_BRIEF_:
Check each line of the records below for the word "ROSSA" and copy those where it appears.

_DATA PROVIDED_:
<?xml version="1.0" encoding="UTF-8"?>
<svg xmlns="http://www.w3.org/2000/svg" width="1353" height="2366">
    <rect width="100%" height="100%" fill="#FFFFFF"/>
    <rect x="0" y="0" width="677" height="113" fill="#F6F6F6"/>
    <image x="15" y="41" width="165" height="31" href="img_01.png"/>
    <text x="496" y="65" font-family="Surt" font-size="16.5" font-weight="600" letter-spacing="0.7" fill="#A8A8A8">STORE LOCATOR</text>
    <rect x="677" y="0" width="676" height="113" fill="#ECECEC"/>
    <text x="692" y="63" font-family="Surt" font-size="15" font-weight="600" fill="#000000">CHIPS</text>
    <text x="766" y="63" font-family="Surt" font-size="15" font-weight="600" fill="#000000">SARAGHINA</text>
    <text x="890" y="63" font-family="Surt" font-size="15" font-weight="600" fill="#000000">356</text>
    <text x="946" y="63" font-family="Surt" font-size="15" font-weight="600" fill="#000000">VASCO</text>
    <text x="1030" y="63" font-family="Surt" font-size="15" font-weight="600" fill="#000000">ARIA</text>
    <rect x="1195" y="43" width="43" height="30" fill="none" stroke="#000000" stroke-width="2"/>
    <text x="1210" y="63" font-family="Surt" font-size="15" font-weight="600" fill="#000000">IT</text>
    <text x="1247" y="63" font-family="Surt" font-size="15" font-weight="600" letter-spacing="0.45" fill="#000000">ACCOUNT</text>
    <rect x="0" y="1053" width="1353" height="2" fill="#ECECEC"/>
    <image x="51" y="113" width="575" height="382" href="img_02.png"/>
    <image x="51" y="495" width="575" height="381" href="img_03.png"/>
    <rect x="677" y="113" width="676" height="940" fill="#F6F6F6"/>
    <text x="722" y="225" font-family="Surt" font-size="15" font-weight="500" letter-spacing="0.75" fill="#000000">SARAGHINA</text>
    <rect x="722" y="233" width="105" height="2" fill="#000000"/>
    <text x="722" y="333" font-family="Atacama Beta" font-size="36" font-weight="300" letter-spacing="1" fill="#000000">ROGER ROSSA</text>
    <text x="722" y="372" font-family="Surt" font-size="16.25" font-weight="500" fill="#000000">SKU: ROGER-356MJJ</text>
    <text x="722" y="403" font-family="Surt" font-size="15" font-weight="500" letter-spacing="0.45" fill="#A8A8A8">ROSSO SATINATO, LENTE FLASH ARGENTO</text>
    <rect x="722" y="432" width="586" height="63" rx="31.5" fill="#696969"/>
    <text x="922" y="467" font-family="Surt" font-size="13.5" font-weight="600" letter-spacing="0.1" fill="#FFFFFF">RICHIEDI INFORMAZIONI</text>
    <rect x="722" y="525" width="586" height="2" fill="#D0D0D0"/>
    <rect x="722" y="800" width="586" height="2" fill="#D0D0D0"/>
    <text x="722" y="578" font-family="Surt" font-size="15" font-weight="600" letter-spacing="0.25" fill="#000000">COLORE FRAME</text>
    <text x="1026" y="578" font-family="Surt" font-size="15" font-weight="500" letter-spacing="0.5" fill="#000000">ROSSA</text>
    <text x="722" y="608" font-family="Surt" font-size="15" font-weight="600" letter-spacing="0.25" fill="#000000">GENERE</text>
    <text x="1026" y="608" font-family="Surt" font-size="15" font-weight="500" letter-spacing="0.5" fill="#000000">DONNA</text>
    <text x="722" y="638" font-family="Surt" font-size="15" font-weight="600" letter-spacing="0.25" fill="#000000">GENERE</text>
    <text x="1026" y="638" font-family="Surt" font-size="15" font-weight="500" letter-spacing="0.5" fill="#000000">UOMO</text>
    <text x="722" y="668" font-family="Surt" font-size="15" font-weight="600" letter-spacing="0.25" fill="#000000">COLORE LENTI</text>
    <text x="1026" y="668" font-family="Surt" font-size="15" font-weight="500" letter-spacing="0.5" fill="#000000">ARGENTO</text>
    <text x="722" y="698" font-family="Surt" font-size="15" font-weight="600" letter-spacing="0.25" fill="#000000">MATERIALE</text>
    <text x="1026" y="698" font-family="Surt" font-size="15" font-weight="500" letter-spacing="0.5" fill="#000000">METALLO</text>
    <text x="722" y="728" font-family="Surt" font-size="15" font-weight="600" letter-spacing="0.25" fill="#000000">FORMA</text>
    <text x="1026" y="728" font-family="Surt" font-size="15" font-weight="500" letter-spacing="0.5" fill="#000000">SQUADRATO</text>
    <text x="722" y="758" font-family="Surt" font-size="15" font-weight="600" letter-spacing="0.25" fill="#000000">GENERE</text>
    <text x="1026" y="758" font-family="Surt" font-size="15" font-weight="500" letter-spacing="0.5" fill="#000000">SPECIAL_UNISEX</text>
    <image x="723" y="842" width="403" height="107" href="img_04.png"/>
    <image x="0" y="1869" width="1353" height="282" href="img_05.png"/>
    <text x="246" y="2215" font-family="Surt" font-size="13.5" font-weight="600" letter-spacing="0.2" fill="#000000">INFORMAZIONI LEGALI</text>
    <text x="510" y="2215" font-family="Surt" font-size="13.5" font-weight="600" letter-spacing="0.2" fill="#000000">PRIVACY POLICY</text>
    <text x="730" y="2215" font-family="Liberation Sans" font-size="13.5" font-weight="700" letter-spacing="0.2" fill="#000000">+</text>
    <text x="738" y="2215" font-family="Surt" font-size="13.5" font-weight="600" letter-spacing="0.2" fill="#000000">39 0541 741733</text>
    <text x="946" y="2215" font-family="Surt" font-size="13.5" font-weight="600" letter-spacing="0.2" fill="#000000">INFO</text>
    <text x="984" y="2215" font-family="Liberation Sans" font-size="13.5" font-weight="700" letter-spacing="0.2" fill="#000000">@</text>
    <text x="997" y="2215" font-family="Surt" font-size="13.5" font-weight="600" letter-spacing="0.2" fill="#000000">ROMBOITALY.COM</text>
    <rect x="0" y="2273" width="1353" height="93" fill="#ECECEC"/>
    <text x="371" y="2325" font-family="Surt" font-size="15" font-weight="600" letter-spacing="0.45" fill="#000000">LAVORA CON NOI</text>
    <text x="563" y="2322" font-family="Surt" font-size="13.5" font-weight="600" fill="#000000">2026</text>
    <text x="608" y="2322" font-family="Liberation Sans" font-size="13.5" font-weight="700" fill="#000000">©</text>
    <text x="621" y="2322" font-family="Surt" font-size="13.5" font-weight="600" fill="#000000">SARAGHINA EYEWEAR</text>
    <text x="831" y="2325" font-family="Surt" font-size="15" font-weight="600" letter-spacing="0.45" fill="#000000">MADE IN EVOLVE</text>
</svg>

_RESPONSE BOX_:
    <text x="722" y="333" font-family="Atacama Beta" font-size="36" font-weight="300" letter-spacing="1" fill="#000000">ROGER ROSSA</text>
    <text x="1026" y="578" font-family="Surt" font-size="15" font-weight="500" letter-spacing="0.5" fill="#000000">ROSSA</text>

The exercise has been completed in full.